1. What’s Platform in Technology Context?
There are divergent and many new meanings, however these are what I find practical:
Platform in technology context:
A platform is a group of technology solutions that are used as a base upon which other experiences, process or systems are developed.
Banking platforms in meaning of technology context will:
2. What’s Platform in Business Context?
In a business context, here’s my favorite:
A platform is a plug-and-play business model that allows multiple participants (producers and consumers) to connect to it, interact with each other and create and exchange value.
There are three important components of this definition:
- Business Model. First and foremost, a platform is a type of business model.
- Plug & Play. A platform must enable participants to easily engage-and disengage (which partnerships typically don’t).
- Create and exchange of value. One plus one has to equal more than two, or there’s no need for the platform.

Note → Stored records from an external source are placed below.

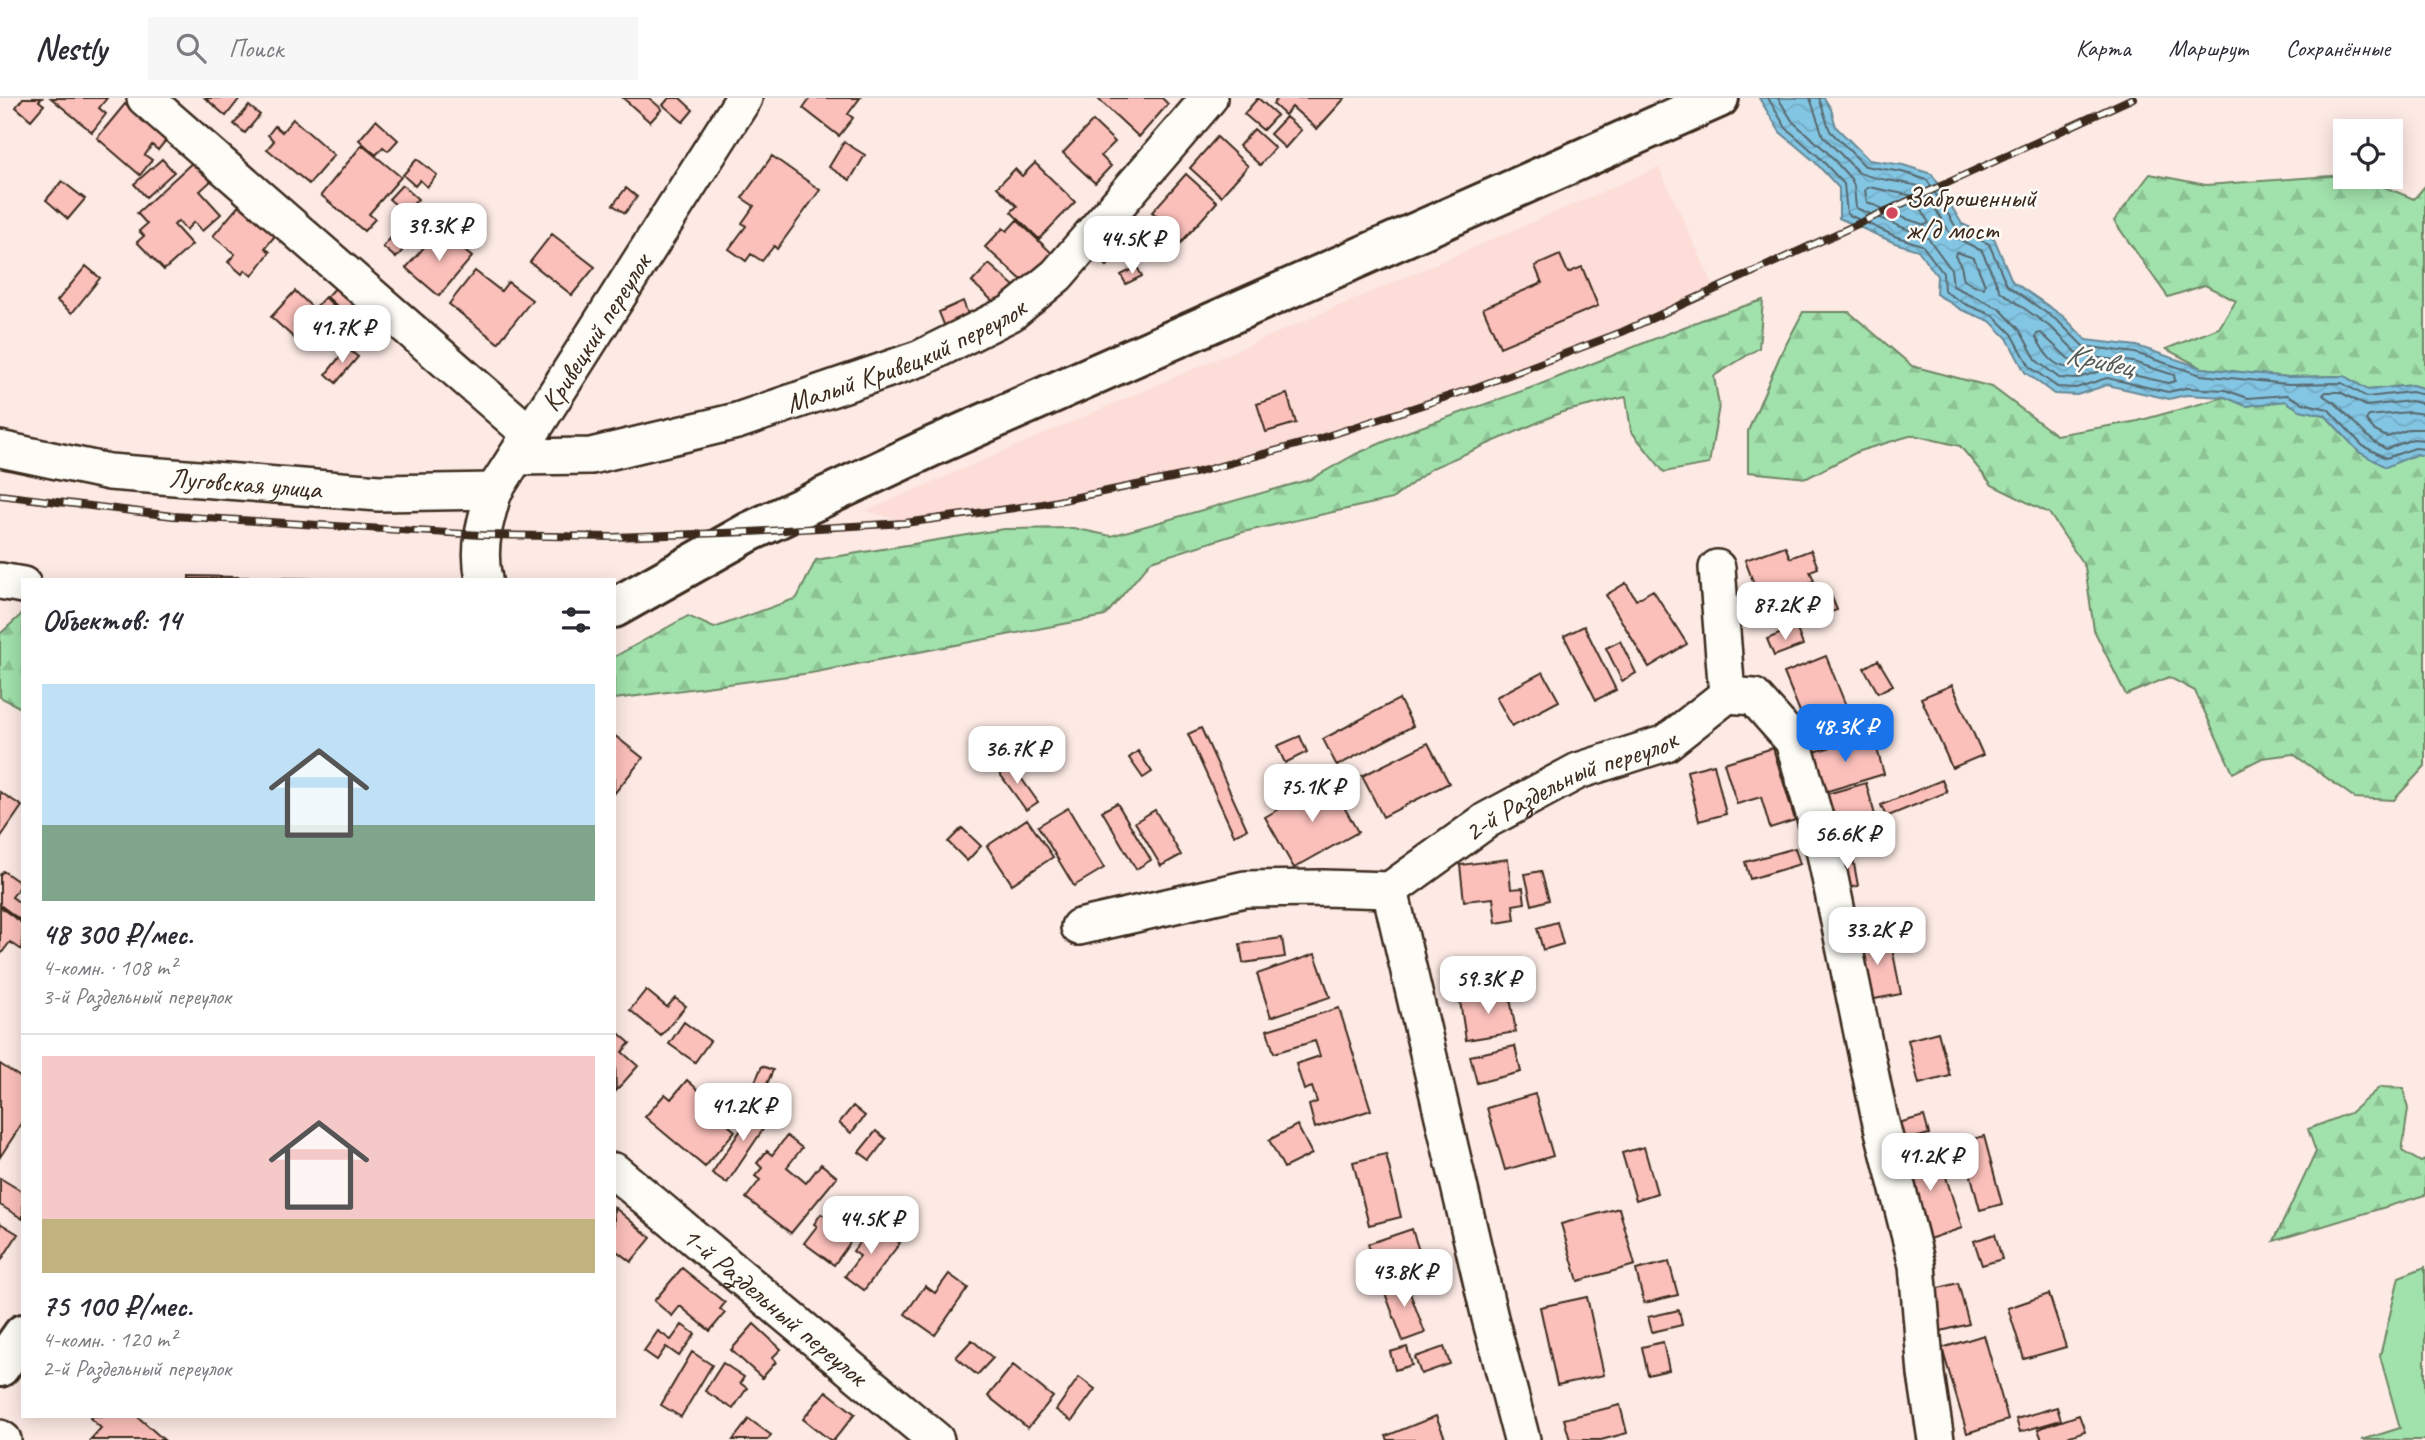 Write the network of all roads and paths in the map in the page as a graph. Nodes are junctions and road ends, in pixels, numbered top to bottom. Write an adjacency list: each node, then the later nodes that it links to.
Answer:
1 (145, 98): 5 (street)
2 (744, 98): 5 (street, Кривецкий переулок)
3 (1209, 98): 5 (street, Малый Кривецкий переулок)
4 (1719, 98): 12 (main road)
5 (524, 446): 7 (street, Кривецкий переулок)
6 (0, 449): 7 (street, Луговская улица)
7 (494, 491): 9 (street, Кривецкий переулок)
8 (1717, 568): 13 (street)
9 (484, 578)
10 (0, 581): 11 (street)
11 (21, 585)
12 (616, 607)
13 (1740, 696): 14 (street, 2-й Раздельный переулок); 21 (street)
14 (1390, 890): 15 (street); 20 (street)
15 (1079, 927)
16 (616, 1173): 19 (street, 1-й Раздельный переулок)
17 (21, 1337): 18 (main road)
18 (0, 1367)
19 (936, 1440)
20 (1522, 1440)
21 (1936, 1440) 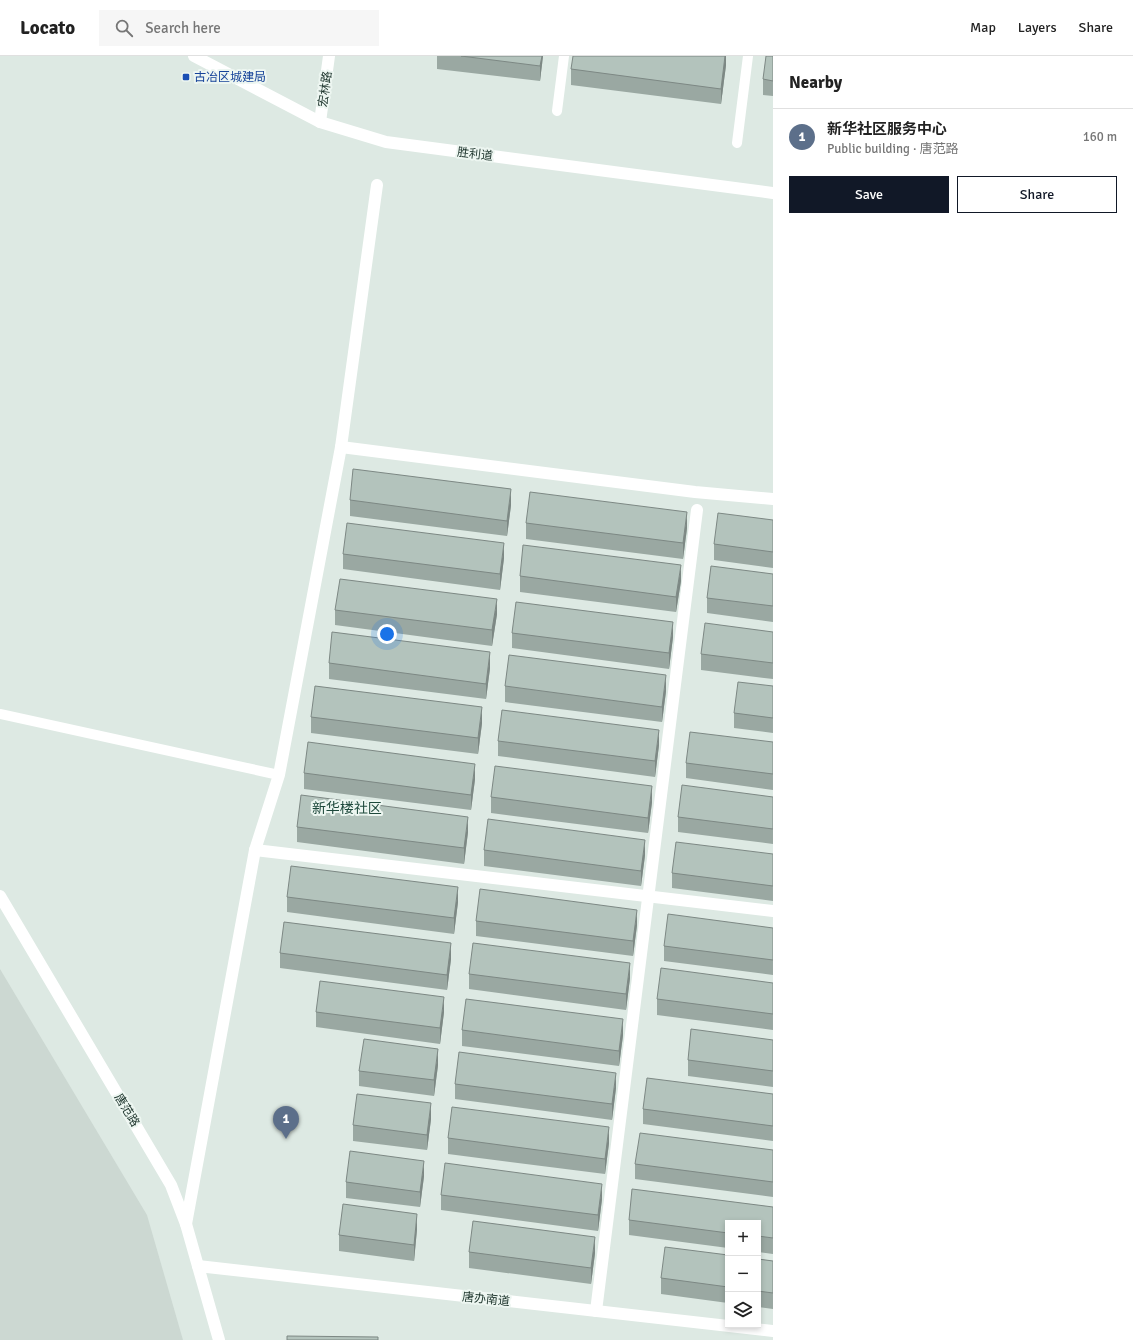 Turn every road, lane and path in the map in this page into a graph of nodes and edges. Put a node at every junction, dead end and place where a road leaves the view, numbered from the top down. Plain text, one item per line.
1 (194, 56) edge
2 (329, 56) edge
3 (564, 56) edge
4 (748, 56) edge
5 (557, 111) dead end
6 (320, 122) junction
7 (737, 143) dead end
8 (377, 185) dead end
9 (773, 193) edge
10 (341, 446) junction
11 (773, 499) edge
12 (697, 510) dead end
13 (0, 714) edge
14 (279, 775) junction
15 (256, 850) junction
16 (0, 896) edge
17 (648, 896) junction
18 (773, 911) edge
19 (186, 1224) junction
20 (198, 1266) junction
21 (596, 1311) junction
22 (773, 1331) edge
23 (219, 1340) edge

1 - 6 street, 胜利道
2 - 6 street, 宏林路
3 - 5 lane
4 - 7 lane
6 - 9 street, 胜利道
8 - 10 street
10 - 11 street
10 - 14 street
12 - 17 street
13 - 14 lane
14 - 15 street
15 - 17 street
15 - 19 street
16 - 19 street, 唐范路
17 - 18 street
17 - 21 street
19 - 20 street, 唐范路
20 - 21 street, 唐办南道
20 - 23 street, 唐范路
21 - 22 street, 唐办南道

In HBR’s view, the success of a platform strategy is determined by three factors:
- Connection: how easily others can plug into the platform to share and transact
- Gravity: how well the platform attracts participants, both producers and consumers
- Flow: how well the platform fosters the exchange and co-creation of value
Banking platforms in meaning of business context will:
- Give consumers choice, but spare them the additional work of duplicate data entry, integration, and paying multiple providers
- Create new revenue streams for banks, as third-party providers share revenue for using the platform
- Offer opportunities for fintech startups to achieve scale by reducing acquisition costs through platform participation
To successfully execute a platform strategy, a company must:
- Become a magnet. Without the ability to attract a meaningful number of the “right” participants, a platform cannot succeed. Simply having a lot of producers and consumers is no guarantee of success. The platform must attract the right producers (those with the most desirable products and services) and the right consumers (those with whom the producers in the platform want to do business).
- Act as a matchmaker. A platform requires a mechanism for matching consumers to the right producers, and for enabling producers to reach the right consumers who come to the platform. At its most basic level, a search engine can be a matchmaking mechanism.
- Offer a toolkit. The toolkit is what enables producers (and consumers) to easily plug-and-play. This is why application program interfaces (APIs) are so critical to firms pursuing platform strategies.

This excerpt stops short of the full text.